Выбрать главу

...И были подозрительные лица ее розовых улыбчивых родителей, и ублюдочно ханжеские похороны, и слепой провал могилы, и комья земли, летящие откуда-то сверху, и чей-то гадкий и подлый голос, бормочущий лживые и мерзкие слова, и кадящая серой тошной скверной сволочь, и тогда я понял, что все впереди, что самое страшное еще и не начиналось, и я увидел, о да, я увидел тогда: сам Вельзевул кивал мне дружески из-за сутулых, затянутых в черную дрянь спин, - и я закричал ему что было сил: где же красное, царственный глупец, где же красное, она так любила красно-черное, ты забыл, ты обманул меня, ты нарушил наш старый договор, ты подлец и предатель, ты недостоин имени, которое носишь, где же красное, старый дурак, где, - и затянутые в черную дрянь беззвучно открывали жуткие пасти и махали перед моим лицом белыми трупными лапами, их лапы были как личинки навозного жука, а морды как отростки шевелящегося в агонии паука, но не были ни личинками, ни пауками, и я боялся думать, кто же они, но видел, что человеком здесь и не пахло.
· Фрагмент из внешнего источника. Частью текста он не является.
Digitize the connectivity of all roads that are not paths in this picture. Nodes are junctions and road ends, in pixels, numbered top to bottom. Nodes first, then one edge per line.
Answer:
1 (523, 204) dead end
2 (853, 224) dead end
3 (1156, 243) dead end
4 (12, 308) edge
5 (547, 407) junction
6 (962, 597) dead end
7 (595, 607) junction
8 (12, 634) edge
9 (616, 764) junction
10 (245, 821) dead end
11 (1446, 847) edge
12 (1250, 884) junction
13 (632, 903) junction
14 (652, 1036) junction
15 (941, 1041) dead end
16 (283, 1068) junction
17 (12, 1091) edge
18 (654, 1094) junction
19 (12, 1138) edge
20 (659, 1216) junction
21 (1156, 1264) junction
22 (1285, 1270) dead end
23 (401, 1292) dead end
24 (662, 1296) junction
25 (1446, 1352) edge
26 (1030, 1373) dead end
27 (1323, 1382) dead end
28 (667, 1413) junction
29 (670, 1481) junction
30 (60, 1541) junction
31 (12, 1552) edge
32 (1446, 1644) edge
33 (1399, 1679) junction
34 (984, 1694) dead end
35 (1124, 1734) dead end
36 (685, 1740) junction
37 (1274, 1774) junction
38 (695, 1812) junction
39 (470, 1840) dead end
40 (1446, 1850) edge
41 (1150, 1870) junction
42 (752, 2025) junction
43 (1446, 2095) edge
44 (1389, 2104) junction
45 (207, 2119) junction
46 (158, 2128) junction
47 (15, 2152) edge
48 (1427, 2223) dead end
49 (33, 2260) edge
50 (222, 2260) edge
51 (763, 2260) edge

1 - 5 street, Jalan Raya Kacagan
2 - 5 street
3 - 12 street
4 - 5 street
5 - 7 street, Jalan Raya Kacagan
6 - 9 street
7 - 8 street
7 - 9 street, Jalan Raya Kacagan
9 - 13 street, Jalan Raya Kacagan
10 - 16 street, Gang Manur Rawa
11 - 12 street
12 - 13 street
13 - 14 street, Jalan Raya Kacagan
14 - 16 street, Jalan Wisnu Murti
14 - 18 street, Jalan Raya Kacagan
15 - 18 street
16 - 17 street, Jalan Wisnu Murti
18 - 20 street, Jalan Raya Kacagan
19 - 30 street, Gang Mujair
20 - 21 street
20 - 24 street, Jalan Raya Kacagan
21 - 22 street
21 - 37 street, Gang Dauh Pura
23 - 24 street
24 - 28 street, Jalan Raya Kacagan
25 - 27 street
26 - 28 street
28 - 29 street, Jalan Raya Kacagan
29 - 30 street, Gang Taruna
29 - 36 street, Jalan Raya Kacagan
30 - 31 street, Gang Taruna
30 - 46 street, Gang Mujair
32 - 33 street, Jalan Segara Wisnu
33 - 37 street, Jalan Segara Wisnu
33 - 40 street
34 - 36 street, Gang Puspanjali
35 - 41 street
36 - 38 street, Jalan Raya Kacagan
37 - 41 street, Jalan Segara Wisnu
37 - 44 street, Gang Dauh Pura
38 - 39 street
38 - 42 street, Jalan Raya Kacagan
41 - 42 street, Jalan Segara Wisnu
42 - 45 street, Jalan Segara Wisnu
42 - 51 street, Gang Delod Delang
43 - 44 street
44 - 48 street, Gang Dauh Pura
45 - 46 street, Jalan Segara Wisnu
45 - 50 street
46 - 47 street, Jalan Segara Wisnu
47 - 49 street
А Вельзевул смеялся мне из-за гроба, и я не понимал, чему он смеется, и от этого мне было еще страшней...

Да, это было, и память верно хранит невыносимые картины прошлого, но это было другое, о другом, и это было и вправду лишь начало, а что потом - не хочу рассказывать, прошедший моими путями поймет, не ступавшему на них никогда - не объяснить.

И теперь я сижу у двери ванной, нанося последние строки на белую бумажную ткань своей летописи, пускай будет она, эта летопись, о нас, о монстрах, что парили в небе так высоко, что так жестоко разбились о землю, пускай будет, за этой дверью - горячая вода, она будет уютной, и ласковой, и доброй, она первый раз в моей жизни будет уносить боль, если я стану вести себя хорошо, а я - стану, а за другой дверью, той, что открыта - «Агата», и она укрепляет меня в моем намерении, она укрепляла нас раньше, и она дает мне силы теперь, и это правильно, ведь у любой медали две стороны:

 

«Боль - это боль, как ее ты не назови,

Это страх, там, где страх, места нет любви...»

 

Да, мы заигрались, не рассчитали малых сил своих, и мы шли все к свету, а погрузились во тьму, и разбились, но летали же, и так и быть, пускай заигрались, но все же верю, что в любой игре есть чистота, ведь играют дети, а грязны лишь взрослые, и да, «я устал, окончен бой», усталости моей границ нет, и бой окончен, и закрывается театр, и жалобно стонет сквозняк в ветхих кулисах, и все актеры спешат по домам. Вот и «Агата» о том же: «иду домой», - все верно, и сейчас отзвучат последние аккорды, и осенний ветер захлопнет открытую мной форточку, и я пойду, я отворю дверь, где ждет меня горячая вода и холодное и острое лезвие, но я не боюсь ни воды, ни лезвий, как не боюсь крови и боли, и никогда не боялся, и уж чего-чего, а страха перед ними у меня не было...

Да, отзвучат последние аккорды, и я пойду, ведь я понял, отчего так страшно смеялся тогда Вельзевул: он так радовался за нас, бедных, старый плут, хотя с красным промахнулся тогда, ну ничего, будет тебе красный, любимая, сегодня будет много красного, такого, как тебе нравится, и я иду уже...

Да.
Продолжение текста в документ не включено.